Ssreflect Users Discussion List

[Assia Mahboubi <>]

Hello Mike,

it is great to read you on this list, thanks for posting!

This is a very relevant question. To be honest I have myself felt uneasy at
first (and more recently while teaching) with this unpleasant variability in 
the
display. Yet my own experience is that it is still worth working with it.

Indeed, one thing is to have two objects judgmentally equal (I'll write
convertible below), and one other is to have the Coq tactics and the heuristic
algorithms they rely on know about it. And delta-reduction (the name of the
reduction step consisting in unfolding a definition) is really used as a key 
in
several important such algorithms like matching.

Let me try to comment the kind of things that break if you test this approach
(i.e. posing a definition for ltn, used for the _ < _ notation) in ssrnat.v :

- a proof that n < n.+1 is no longer 'trivial' : you need to unfold the
definition of _ < _ first (but that's no good reason as you could very well 
make
this another Hint Resolve);

- you will need to add a handful of lemmas like :
Lemma ltn_leq_trans n m p : m < n -> n <= p -> m < p.

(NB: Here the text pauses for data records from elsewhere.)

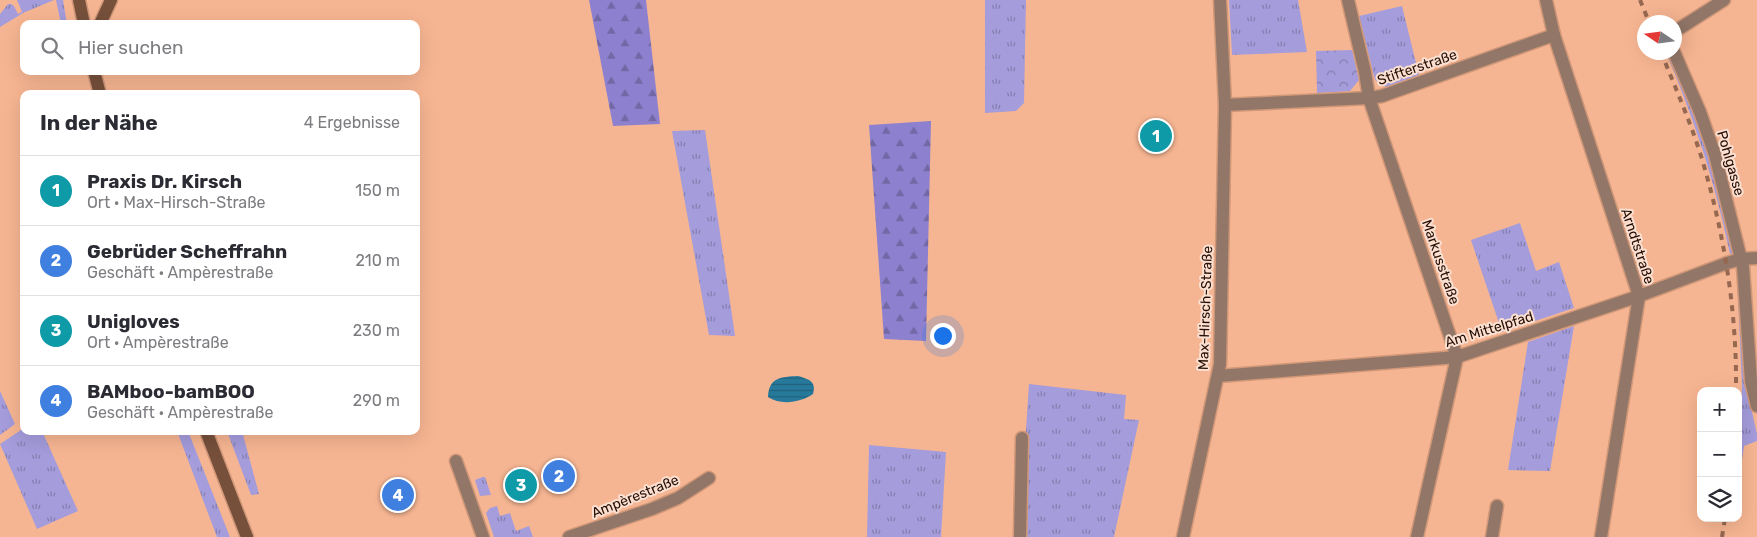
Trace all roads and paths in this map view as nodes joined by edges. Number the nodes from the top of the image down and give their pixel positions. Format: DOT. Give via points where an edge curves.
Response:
graph roads {
  1 [pos="79,0"];
  2 [pos="111,0"];
  3 [pos="1220,0"];
  4 [pos="1348,0"];
  5 [pos="1546,0"];
  6 [pos="1724,0"];
  7 [pos="83,20"];
  8 [pos="102,20"];
  9 [pos="1682,27"];
  10 [pos="1554,35"];
  11 [pos="1677,60"];
  12 [pos="95,75"];
  13 [pos="99,90"];
  14 [pos="1369,98"];
  15 [pos="1225,105"];
  16 [pos="1757,258"];
  17 [pos="1741,259"];
  18 [pos="1638,296"];
  19 [pos="1457,357"];
  20 [pos="1218,376"];
  21 [pos="1757,406"];
  22 [pos="208,435"];
  23 [pos="1022,438"];
  24 [pos="456,460"];
  25 [pos="709,478"];
  26 [pos="1497,506"];
  27 [pos="247,537"];
  28 [pos="483,537"];
  29 [pos="569,537"];
  30 [pos="1020,537"];
  31 [pos="1183,537"];
  32 [pos="1417,537"];
  33 [pos="1492,537"];
  34 [pos="1601,537"];
  1 -- 7 [label="main road"];
  2 -- 8 [label="main road"];
  3 -- 15 [label="street, Max-Hirsch-Straße"];
  4 -- 14 [label="street, Markusstraße"];
  5 -- 10 [label="street, Arndtstraße"];
  6 -- 9 [label="street"];
  10 -- 14 [label="street, Stifterstraße"];
  10 -- 18 [label="street, Arndtstraße"];
  11 -- 17 [label="street, Pohlgasse" via="1715,155"];
  12 -- 13 [label="main road"];
  14 -- 15 [label="street, Stifterstraße"];
  14 -- 19 [label="street, Markusstraße"];
  15 -- 20 [label="street, Max-Hirsch-Straße"];
  16 -- 17 [label="street, Am Mittelpfad"];
  17 -- 18 [label="street, Am Mittelpfad"];
  17 -- 21 [label="street, Pohlgasse"];
  18 -- 19 [label="street, Am Mittelpfad"];
  18 -- 34 [label="street, Arndtstraße"];
  19 -- 20 [label="street, Am Mittelpfad"];
  19 -- 32 [label="street"];
  20 -- 31 [label="street, Max-Hirsch-Straße"];
  22 -- 27 [label="main road"];
  23 -- 30 [label="street"];
  24 -- 28 [label="street"];
  25 -- 29 [label="street, Ampèrestraße" via="678,498"];
  26 -- 33 [label="street"];
}
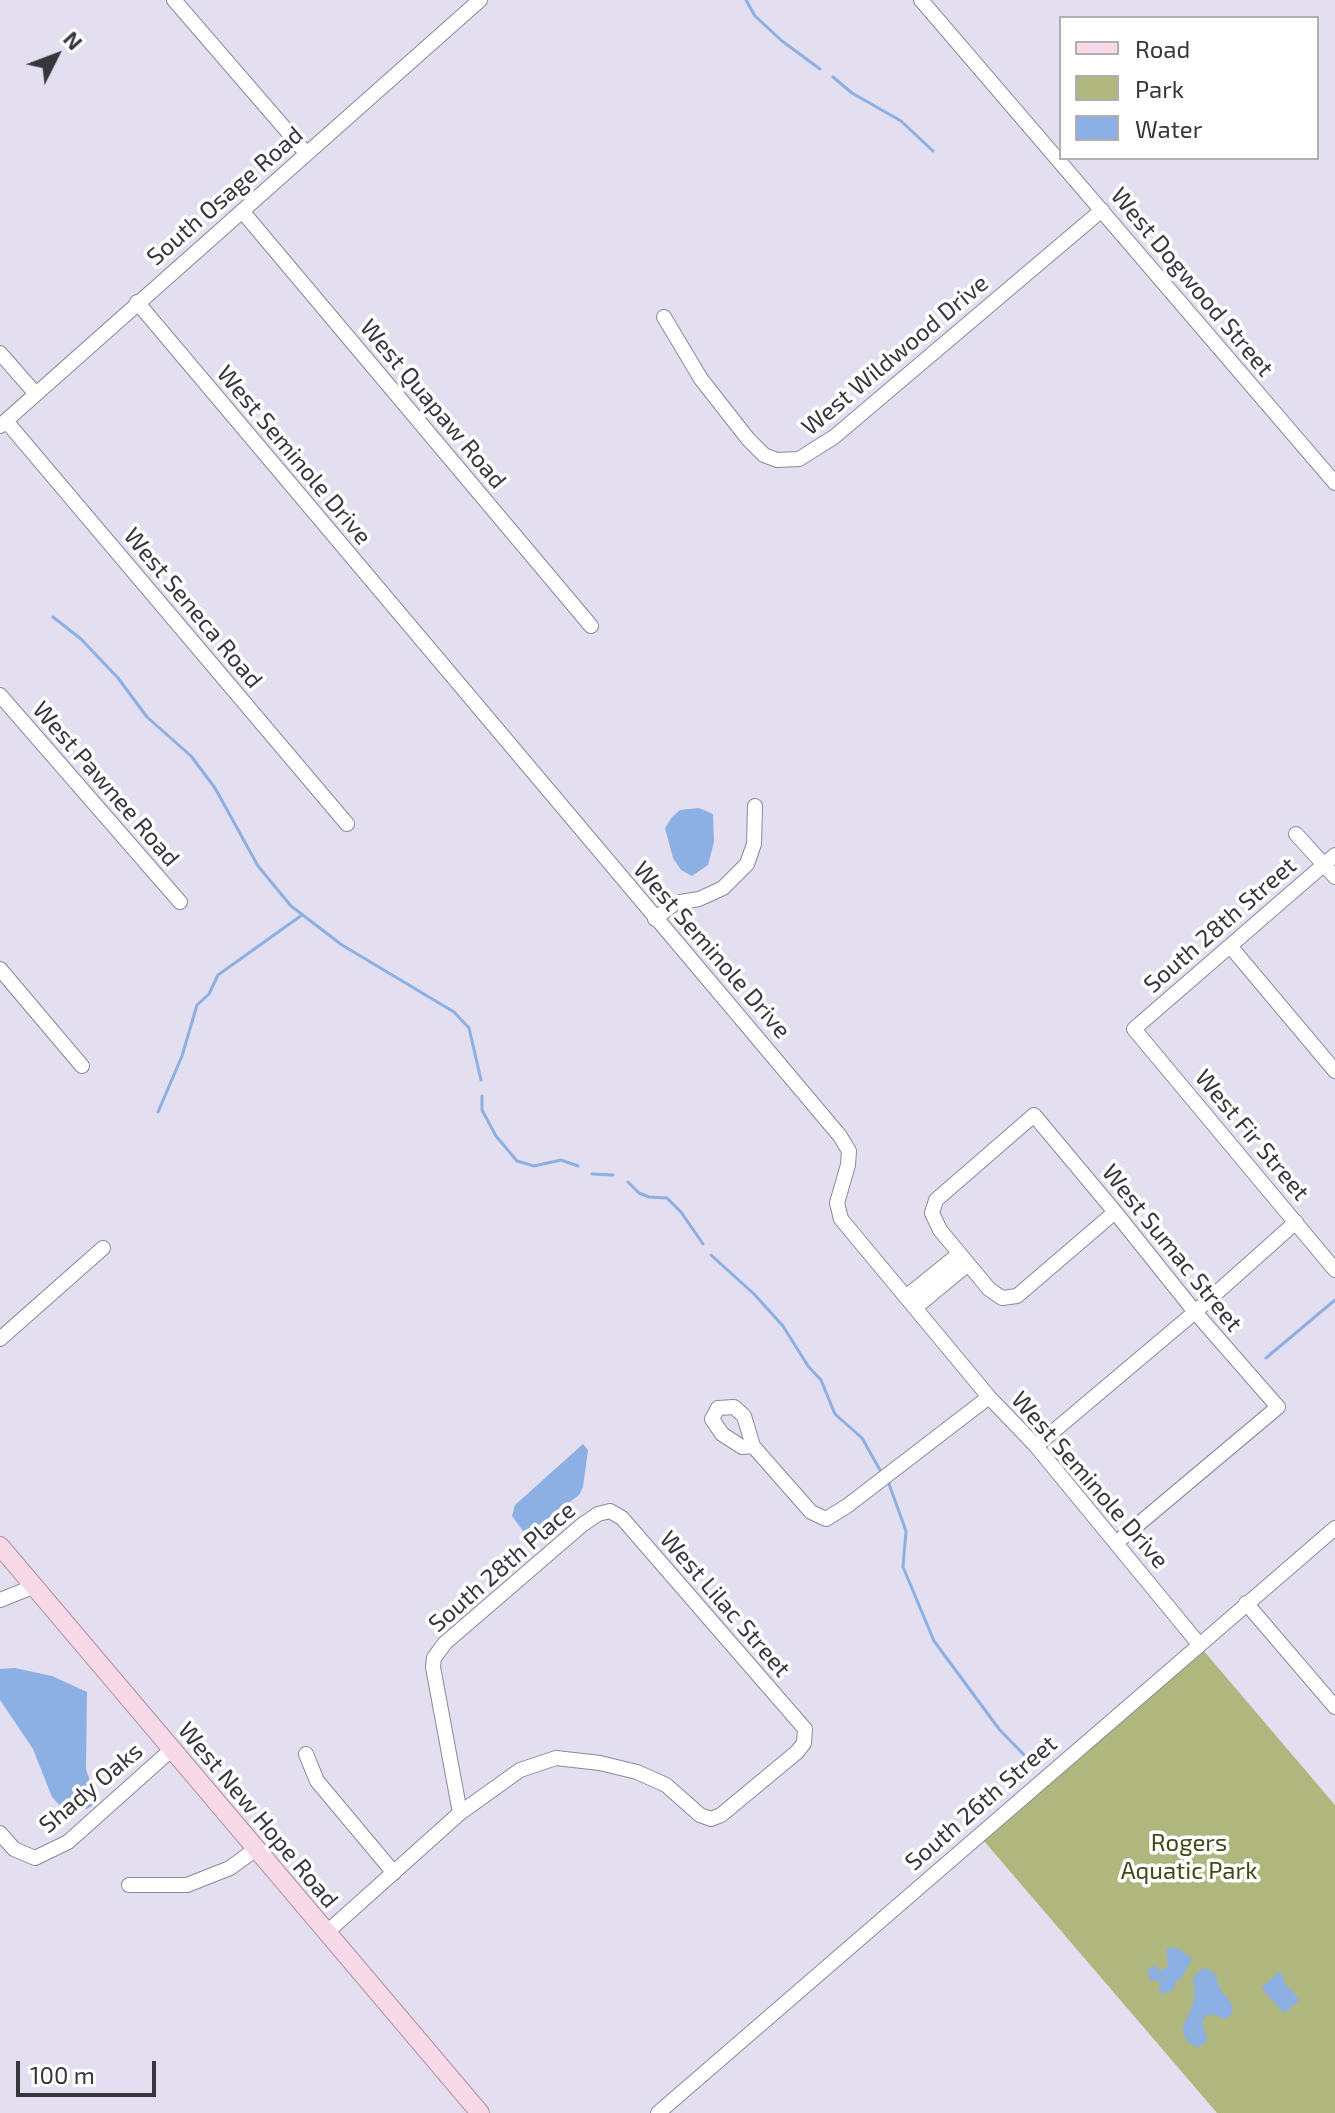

which really is an instance of leq_trans, but might now be needed because the
new head symbol of the conclusion is ltn, not leq (but that could be ok as 
well
with a good naming policy, although this is not so trivial a task; for 
instance
have a look at ssrnum.v for a taste of the litany of lemmas that should be 
there
in that case);

- suppose you want to prove something like (this is a subset of the proof of
leq_exp2l):

m : nat
x : nat
y : nat
x_gt1 : 1 < x
================
m ^ 0 <= x ^ y

with m, x, y abstract variables.
In the current version of ssrnat, you can just prove this with the one-liner:

  by rewrite expn_gt0 ltnW.

where

Lemma expn_gt0 m n : (0 < m ^ n) = (0 < m) || (n == 0).
Lemma ltnW m n : m < n -> m <= n.

because

 i) m ^ 0 is convertible to 1 and therefore the goal is convertible to
 1 <= x ^ y, which could also be printed 0 < x ^ y. Hence we can rewrite with
expn_gt0, because the pattern of the rule matches   the goal, which is then
transformed into

...
x_gt1 : 1 < x
=================
(0 < x) || (y == 0).

  ii) Now  0 < x is the same as 1 <= x so rewriting with ltnW turns this new
goal into

....
x_gt1 : 1 < x
=================
true || (y == 0)

which is itself judgmentally equal to true (up to the is_true coercion 
inserted
everywhere), and hence trivially proved.

  iii) Of course a second subgoal has also been generated, requiring a proof 
that

....
x_gt1 : 1 < x
=================
1 < x

which is also trivially proved, hence the success of the prenex 'by' tactical.


A script proving this last simple thing is longer if you no more have 
conversion
doing the bureaucracy for you and if you need to fiddle with explicit
folding/unfolding and transitivity steps. And then as the library grows, so 
does
the bureaucracy.

One of the design patterns throughout the Mathematical Components library is 
to
minimize the size of the script input required from the user in order to prove
trivial things. And judgmental equality is used pervasively as a small scale,
on-the-fly, automation device for that purpose. Definitions are thus only 
added
when they support a true body of new theory, which is not really the case for
the strict comparison on nats, compared to the large one.

I agree that S n < m and n <= m are not syntactically equal but I also do not
think that in this particular case the former expression brings something (in
terms of properties, theory,...) compared to the later. So you could see this
variation in the display as a kind of "on the fly normalisation" in the 
writing.
Although of course the underlying terms remain the same.

May be other users will have more comments (thanks again for asking on the
list!). Meanwhile, hope my 5 cents help.

Best,

assia



Le 22/06/2015 07:32, Michael Shulman a écrit :
> Hello,
> 
> In the homotopy type theory Coq library we have started using some of
> the basic definitions and proofs about natural numbers inspired by
> SSR.  However there is one thing I am puzzled by: why is "n < m" a
> Notation for "S n <= m" rather than a Definition?  I appreciate the
> advantage of having the two be judgmentally equal, but it's not
> obvious to me why one would want them to be syntactically equal (i.e.
> without having to unfold a definition).  Moreover, I find it confusing
> to have hypotheses of the form "S n <= m" automatically transformed
> into "n < m" (e.g. in the inductive step of an induction on n with a
> previous hypothesis of "n <= m"); the two are not syntactically equal
> in my head.  Can someone explain?
> 
> Thanks!
> Mike
>